___ EXTRACTED RECORDS ___

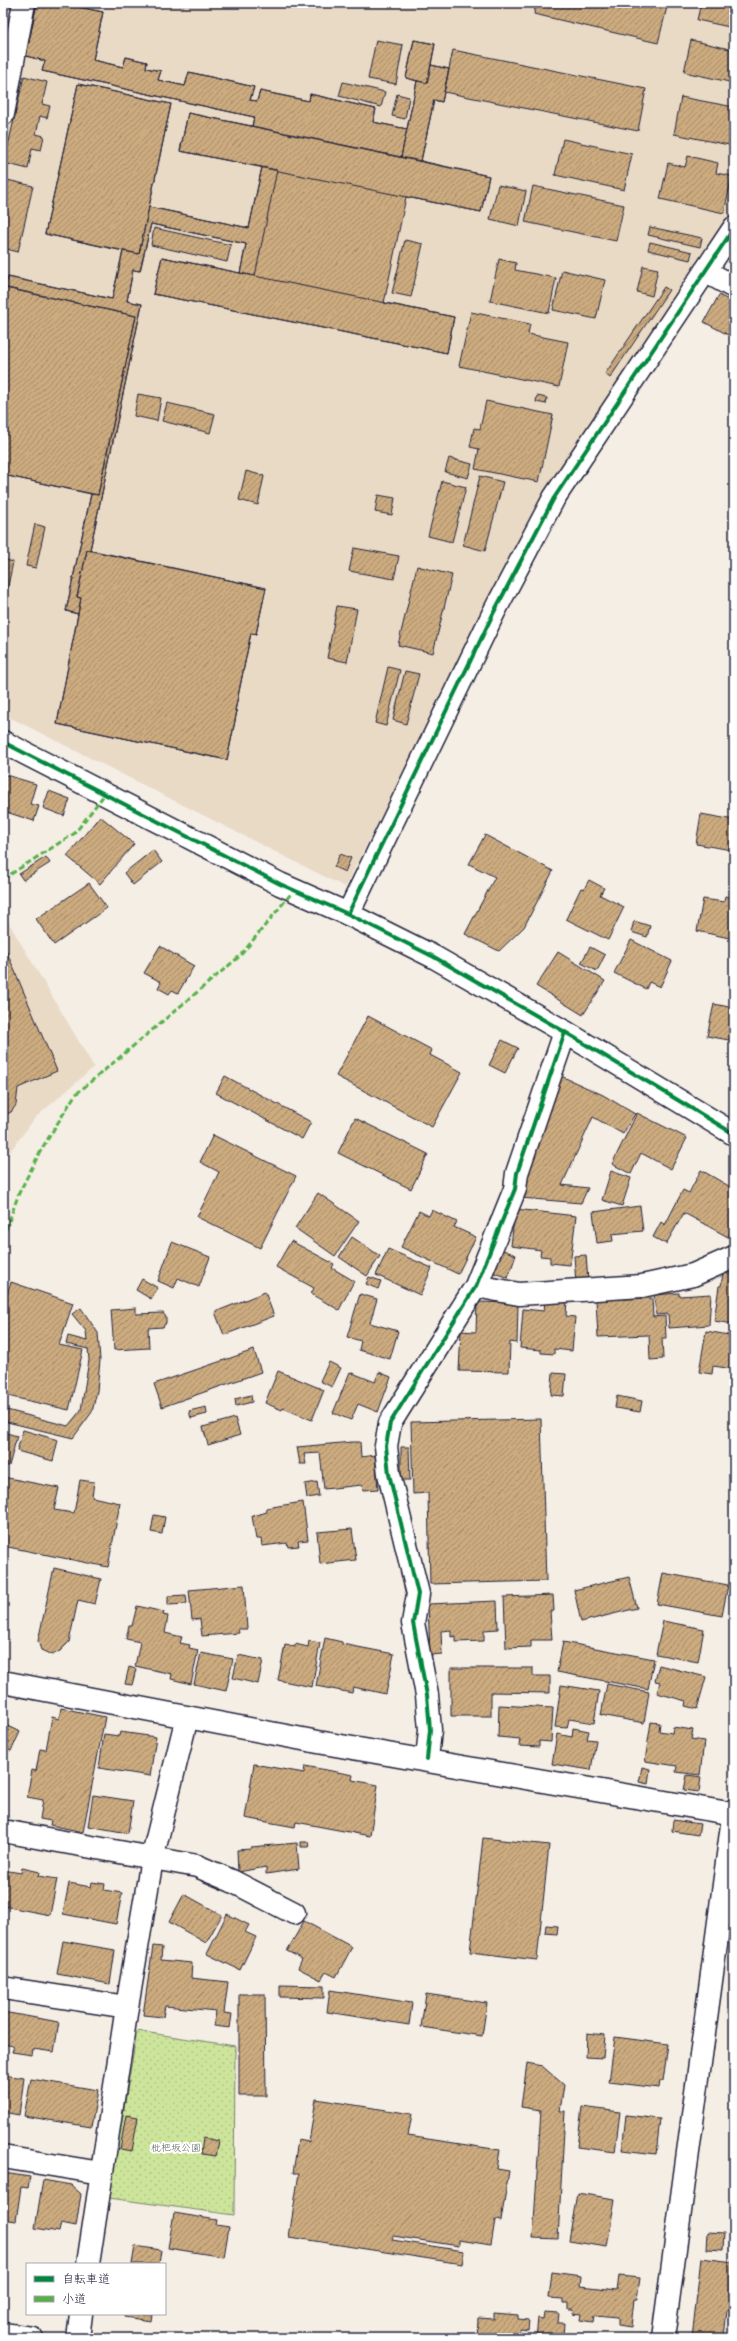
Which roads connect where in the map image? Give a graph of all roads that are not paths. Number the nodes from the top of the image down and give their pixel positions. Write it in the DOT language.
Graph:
graph roads {
  1 [pos="24,3"];
  2 [pos="6,82"];
  3 [pos="3,114"];
  4 [pos="734,228"];
  5 [pos="705,271"];
  6 [pos="734,287"];
  7 [pos="3,742"];
  8 [pos="348,914"];
  9 [pos="565,1032"];
  10 [pos="734,1134"];
  11 [pos="734,1257"];
  12 [pos="476,1286"];
  13 [pos="3,1682"];
  14 [pos="187,1717"];
  15 [pos="427,1759"];
  16 [pos="734,1810"];
  17 [pos="734,1814"];
  18 [pos="3,1831"];
  19 [pos="152,1859"];
  20 [pos="294,1913"];
  21 [pos="3,1988"];
  22 [pos="127,2008"];
  23 [pos="3,2157"];
  24 [pos="101,2173"];
  25 [pos="88,2263"];
  26 [pos="81,2315"];
  27 [pos="3,2334"];
  28 [pos="32,2338"];
  29 [pos="78,2338"];
  30 [pos="663,2338"];
  1 -- 2 [label="street"];
  2 -- 3 [label="street"];
  4 -- 5 [label="street"];
  5 -- 6 [label="street"];
  5 -- 8 [label="street"];
  7 -- 8 [label="street"];
  8 -- 9 [label="street"];
  9 -- 10 [label="street"];
  9 -- 12 [label="street"];
  11 -- 12 [label="street"];
  12 -- 15 [label="street"];
  13 -- 14 [label="street"];
  14 -- 15 [label="street"];
  14 -- 19 [label="street"];
  15 -- 17 [label="street"];
  16 -- 17 [label="street"];
  17 -- 30 [label="street"];
  18 -- 19 [label="street"];
  19 -- 20 [label="street"];
  19 -- 22 [label="street"];
  21 -- 22 [label="street"];
  22 -- 24 [label="street"];
  23 -- 24 [label="street"];
  24 -- 25 [label="street"];
  26 -- 29 [label="street"];
  27 -- 28 [label="street"];
}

___

Once the pictures are set aside, copy the remaining text of every entry exactly.

• REPLY TO THE TASK
Which roads connect where in the map image? Give a graph of all roads that are not paths. Number the nodes from the top of the image down and give their pixel positions. Write it in the DOT language.
Graph:
graph roads {
  1 [pos="24,3"];
  2 [pos="6,82"];
  3 [pos="3,114"];
  4 [pos="734,228"];
  5 [pos="705,271"];
  6 [pos="734,287"];
  7 [pos="3,742"];
  8 [pos="348,914"];
  9 [pos="565,1032"];
  10 [pos="734,1134"];
  11 [pos="734,1257"];
  12 [pos="476,1286"];
  13 [pos="3,1682"];
  14 [pos="187,1717"];
  15 [pos="427,1759"];
  16 [pos="734,1810"];
  17 [pos="734,1814"];
  18 [pos="3,1831"];
  19 [pos="152,1859"];
  20 [pos="294,1913"];
  21 [pos="3,1988"];
  22 [pos="127,2008"];
  23 [pos="3,2157"];
  24 [pos="101,2173"];
  25 [pos="88,2263"];
  26 [pos="81,2315"];
  27 [pos="3,2334"];
  28 [pos="32,2338"];
  29 [pos="78,2338"];
  30 [pos="663,2338"];
  1 -- 2 [label="street"];
  2 -- 3 [label="street"];
  4 -- 5 [label="street"];
  5 -- 6 [label="street"];
  5 -- 8 [label="street"];
  7 -- 8 [label="street"];
  8 -- 9 [label="street"];
  9 -- 10 [label="street"];
  9 -- 12 [label="street"];
  11 -- 12 [label="street"];
  12 -- 15 [label="street"];
  13 -- 14 [label="street"];
  14 -- 15 [label="street"];
  14 -- 19 [label="street"];
  15 -- 17 [label="street"];
  16 -- 17 [label="street"];
  17 -- 30 [label="street"];
  18 -- 19 [label="street"];
  19 -- 20 [label="street"];
  19 -- 22 [label="street"];
  21 -- 22 [label="street"];
  22 -- 24 [label="street"];
  23 -- 24 [label="street"];
  24 -- 25 [label="street"];
  26 -- 29 [label="street"];
  27 -- 28 [label="street"];
}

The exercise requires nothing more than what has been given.